[Records from a data collection]
----------------------------------------

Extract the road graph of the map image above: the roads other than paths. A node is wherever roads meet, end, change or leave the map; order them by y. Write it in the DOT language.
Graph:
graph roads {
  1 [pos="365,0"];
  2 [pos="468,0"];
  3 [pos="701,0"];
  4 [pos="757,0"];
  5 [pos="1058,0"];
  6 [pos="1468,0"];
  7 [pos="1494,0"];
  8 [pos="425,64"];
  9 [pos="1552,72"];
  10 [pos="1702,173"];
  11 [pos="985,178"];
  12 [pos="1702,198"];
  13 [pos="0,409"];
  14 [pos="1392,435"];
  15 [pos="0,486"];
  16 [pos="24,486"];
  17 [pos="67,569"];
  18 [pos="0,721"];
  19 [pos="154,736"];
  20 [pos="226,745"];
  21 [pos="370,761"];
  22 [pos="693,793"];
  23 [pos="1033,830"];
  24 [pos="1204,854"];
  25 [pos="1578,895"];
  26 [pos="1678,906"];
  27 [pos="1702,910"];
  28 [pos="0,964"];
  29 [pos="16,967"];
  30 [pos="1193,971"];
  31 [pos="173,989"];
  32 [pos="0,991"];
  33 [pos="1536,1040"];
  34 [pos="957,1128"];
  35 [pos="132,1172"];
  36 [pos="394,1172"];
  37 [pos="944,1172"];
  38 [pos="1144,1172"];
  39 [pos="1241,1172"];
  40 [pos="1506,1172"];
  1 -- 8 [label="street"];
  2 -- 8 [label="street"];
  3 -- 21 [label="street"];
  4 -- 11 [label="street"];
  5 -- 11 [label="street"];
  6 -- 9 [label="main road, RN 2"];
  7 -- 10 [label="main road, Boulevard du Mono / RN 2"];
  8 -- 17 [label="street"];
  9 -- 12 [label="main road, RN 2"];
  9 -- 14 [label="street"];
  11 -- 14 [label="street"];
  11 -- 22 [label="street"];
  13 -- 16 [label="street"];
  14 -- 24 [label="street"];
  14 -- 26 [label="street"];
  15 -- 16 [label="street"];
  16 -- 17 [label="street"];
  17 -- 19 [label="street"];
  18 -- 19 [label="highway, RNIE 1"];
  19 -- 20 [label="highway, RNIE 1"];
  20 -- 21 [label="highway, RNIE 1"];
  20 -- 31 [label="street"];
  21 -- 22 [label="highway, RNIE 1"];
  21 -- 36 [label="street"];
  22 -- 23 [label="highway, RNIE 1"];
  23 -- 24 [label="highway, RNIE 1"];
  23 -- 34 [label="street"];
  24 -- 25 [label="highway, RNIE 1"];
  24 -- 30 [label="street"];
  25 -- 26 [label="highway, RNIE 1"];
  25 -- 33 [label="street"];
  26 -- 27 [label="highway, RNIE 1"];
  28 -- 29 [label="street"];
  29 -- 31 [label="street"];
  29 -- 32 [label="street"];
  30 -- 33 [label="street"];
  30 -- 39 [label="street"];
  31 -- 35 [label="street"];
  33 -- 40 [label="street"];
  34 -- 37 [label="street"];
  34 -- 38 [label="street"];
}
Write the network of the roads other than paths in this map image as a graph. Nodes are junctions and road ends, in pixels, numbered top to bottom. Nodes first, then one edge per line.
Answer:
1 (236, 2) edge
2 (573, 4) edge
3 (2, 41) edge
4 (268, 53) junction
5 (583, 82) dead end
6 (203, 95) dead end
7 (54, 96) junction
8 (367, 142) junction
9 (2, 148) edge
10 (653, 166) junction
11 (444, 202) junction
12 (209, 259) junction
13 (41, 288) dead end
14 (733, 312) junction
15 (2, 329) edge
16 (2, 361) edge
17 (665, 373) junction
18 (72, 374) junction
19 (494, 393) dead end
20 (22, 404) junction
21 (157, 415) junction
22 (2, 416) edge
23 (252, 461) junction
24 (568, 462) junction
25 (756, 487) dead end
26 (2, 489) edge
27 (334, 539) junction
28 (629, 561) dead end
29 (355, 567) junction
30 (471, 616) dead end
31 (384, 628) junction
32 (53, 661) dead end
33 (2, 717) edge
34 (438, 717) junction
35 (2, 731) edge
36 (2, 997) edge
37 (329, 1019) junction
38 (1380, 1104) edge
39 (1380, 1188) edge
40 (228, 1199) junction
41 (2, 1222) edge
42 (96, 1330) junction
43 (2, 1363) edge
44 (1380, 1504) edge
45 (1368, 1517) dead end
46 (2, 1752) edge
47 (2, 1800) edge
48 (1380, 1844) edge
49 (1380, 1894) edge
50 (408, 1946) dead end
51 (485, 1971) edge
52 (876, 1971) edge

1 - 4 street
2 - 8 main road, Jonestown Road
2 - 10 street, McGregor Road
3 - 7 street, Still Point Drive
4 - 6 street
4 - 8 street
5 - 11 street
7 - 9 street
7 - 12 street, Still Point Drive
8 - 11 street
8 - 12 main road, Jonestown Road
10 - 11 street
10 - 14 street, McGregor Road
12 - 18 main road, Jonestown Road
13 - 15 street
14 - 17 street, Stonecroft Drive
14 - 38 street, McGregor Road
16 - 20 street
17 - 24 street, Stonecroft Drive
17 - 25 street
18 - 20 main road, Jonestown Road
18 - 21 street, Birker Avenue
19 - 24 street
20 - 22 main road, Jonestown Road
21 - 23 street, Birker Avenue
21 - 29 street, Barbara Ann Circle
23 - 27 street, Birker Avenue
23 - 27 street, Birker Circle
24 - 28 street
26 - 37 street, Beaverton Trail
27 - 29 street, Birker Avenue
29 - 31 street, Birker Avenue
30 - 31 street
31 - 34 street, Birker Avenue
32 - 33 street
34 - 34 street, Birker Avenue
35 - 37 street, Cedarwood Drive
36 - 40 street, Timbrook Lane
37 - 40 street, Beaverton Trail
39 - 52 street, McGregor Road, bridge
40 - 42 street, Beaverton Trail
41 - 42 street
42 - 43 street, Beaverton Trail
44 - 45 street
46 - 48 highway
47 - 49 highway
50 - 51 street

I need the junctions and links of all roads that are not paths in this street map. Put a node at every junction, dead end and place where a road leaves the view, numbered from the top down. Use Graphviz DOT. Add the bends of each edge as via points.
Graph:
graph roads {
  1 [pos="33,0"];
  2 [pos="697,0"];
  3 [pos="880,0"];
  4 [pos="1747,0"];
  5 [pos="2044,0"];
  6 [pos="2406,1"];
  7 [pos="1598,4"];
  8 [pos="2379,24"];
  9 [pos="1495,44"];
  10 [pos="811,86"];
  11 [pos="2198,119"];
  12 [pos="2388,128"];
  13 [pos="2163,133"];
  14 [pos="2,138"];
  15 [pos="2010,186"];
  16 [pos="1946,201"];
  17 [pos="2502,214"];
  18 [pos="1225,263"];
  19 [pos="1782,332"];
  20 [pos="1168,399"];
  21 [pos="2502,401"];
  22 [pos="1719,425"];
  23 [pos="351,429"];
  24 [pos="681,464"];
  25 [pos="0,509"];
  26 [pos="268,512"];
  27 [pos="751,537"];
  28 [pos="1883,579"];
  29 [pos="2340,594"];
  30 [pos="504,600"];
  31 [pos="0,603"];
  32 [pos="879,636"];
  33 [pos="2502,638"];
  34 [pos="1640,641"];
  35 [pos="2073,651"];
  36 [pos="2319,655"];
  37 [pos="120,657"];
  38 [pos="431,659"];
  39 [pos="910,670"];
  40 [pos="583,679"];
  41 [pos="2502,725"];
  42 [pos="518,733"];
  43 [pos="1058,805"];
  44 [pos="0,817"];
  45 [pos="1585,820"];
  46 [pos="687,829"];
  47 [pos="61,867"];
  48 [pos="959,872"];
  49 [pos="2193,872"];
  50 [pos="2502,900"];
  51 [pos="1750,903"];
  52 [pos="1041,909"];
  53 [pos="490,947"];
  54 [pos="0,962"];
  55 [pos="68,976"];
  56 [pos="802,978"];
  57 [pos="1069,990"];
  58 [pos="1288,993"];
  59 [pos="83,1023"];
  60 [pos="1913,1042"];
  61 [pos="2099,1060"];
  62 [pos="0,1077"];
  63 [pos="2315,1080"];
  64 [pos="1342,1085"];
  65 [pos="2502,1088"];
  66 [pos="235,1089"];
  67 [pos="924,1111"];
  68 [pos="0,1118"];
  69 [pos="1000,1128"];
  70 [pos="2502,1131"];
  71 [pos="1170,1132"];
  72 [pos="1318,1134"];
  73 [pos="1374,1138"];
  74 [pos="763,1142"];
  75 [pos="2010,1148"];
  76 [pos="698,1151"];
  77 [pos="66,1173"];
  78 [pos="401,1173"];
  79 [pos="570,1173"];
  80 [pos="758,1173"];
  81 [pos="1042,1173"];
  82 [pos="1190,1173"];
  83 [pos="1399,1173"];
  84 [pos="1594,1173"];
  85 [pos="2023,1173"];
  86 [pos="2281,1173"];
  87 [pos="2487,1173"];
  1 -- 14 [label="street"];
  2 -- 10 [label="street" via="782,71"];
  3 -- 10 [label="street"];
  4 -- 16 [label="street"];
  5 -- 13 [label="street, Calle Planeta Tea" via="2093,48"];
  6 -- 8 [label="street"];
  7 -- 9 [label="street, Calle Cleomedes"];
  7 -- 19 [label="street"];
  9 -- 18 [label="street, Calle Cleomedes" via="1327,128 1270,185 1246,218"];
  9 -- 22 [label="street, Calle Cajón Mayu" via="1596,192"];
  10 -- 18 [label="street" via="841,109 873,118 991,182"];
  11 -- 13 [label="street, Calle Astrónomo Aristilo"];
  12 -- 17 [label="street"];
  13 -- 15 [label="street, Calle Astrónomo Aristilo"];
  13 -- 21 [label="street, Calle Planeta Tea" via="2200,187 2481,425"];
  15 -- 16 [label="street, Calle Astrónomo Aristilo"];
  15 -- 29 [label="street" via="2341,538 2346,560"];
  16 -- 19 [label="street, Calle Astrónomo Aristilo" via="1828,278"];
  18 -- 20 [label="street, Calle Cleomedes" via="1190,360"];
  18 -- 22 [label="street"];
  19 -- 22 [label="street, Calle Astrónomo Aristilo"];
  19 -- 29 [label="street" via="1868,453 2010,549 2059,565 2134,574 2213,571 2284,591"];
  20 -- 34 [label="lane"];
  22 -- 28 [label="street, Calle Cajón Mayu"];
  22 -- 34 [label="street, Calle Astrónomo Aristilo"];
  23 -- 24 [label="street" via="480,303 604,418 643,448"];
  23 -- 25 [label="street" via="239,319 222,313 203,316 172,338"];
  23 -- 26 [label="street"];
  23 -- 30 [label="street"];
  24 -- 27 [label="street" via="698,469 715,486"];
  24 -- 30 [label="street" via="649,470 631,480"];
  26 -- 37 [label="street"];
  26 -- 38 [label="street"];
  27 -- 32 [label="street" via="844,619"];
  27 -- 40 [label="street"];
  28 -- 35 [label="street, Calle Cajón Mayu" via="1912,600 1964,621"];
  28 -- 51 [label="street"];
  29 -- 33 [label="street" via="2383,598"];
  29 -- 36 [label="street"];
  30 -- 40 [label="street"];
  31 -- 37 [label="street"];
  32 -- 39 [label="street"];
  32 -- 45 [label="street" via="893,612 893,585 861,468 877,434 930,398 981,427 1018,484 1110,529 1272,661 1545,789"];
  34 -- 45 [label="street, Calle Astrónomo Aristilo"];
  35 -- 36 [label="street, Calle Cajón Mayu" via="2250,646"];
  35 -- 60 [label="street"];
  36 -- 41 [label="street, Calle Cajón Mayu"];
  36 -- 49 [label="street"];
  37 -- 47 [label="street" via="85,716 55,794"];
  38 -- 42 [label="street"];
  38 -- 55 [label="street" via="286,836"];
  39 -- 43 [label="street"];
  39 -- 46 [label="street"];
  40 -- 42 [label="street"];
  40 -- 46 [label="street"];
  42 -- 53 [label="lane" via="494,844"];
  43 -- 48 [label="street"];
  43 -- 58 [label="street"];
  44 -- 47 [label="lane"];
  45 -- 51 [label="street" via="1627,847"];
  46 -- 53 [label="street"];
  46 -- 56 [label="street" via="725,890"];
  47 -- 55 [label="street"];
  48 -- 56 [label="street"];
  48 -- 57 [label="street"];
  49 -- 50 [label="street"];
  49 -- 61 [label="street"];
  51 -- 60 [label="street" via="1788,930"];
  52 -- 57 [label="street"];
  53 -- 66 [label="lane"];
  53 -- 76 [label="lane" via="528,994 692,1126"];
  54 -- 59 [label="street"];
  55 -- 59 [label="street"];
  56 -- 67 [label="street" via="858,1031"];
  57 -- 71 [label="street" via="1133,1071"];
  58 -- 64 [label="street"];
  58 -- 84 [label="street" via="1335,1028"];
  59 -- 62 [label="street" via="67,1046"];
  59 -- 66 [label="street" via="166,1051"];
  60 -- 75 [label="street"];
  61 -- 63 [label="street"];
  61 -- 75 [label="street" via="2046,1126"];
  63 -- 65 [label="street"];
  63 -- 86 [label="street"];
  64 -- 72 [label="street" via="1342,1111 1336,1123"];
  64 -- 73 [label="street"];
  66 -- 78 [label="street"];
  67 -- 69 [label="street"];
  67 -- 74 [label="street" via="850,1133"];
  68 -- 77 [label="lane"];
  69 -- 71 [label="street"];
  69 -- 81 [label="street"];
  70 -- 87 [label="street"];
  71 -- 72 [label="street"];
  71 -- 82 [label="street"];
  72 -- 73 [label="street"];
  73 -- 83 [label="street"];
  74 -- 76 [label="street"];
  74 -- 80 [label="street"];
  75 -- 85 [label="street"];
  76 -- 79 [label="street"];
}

----------------------------------------

What needs to be done: Find each line of the data above that holds the word "Jonestown", then copy it.

Your response:
2 - 8 main road, Jonestown Road
8 - 12 main road, Jonestown Road
12 - 18 main road, Jonestown Road
18 - 20 main road, Jonestown Road
20 - 22 main road, Jonestown Road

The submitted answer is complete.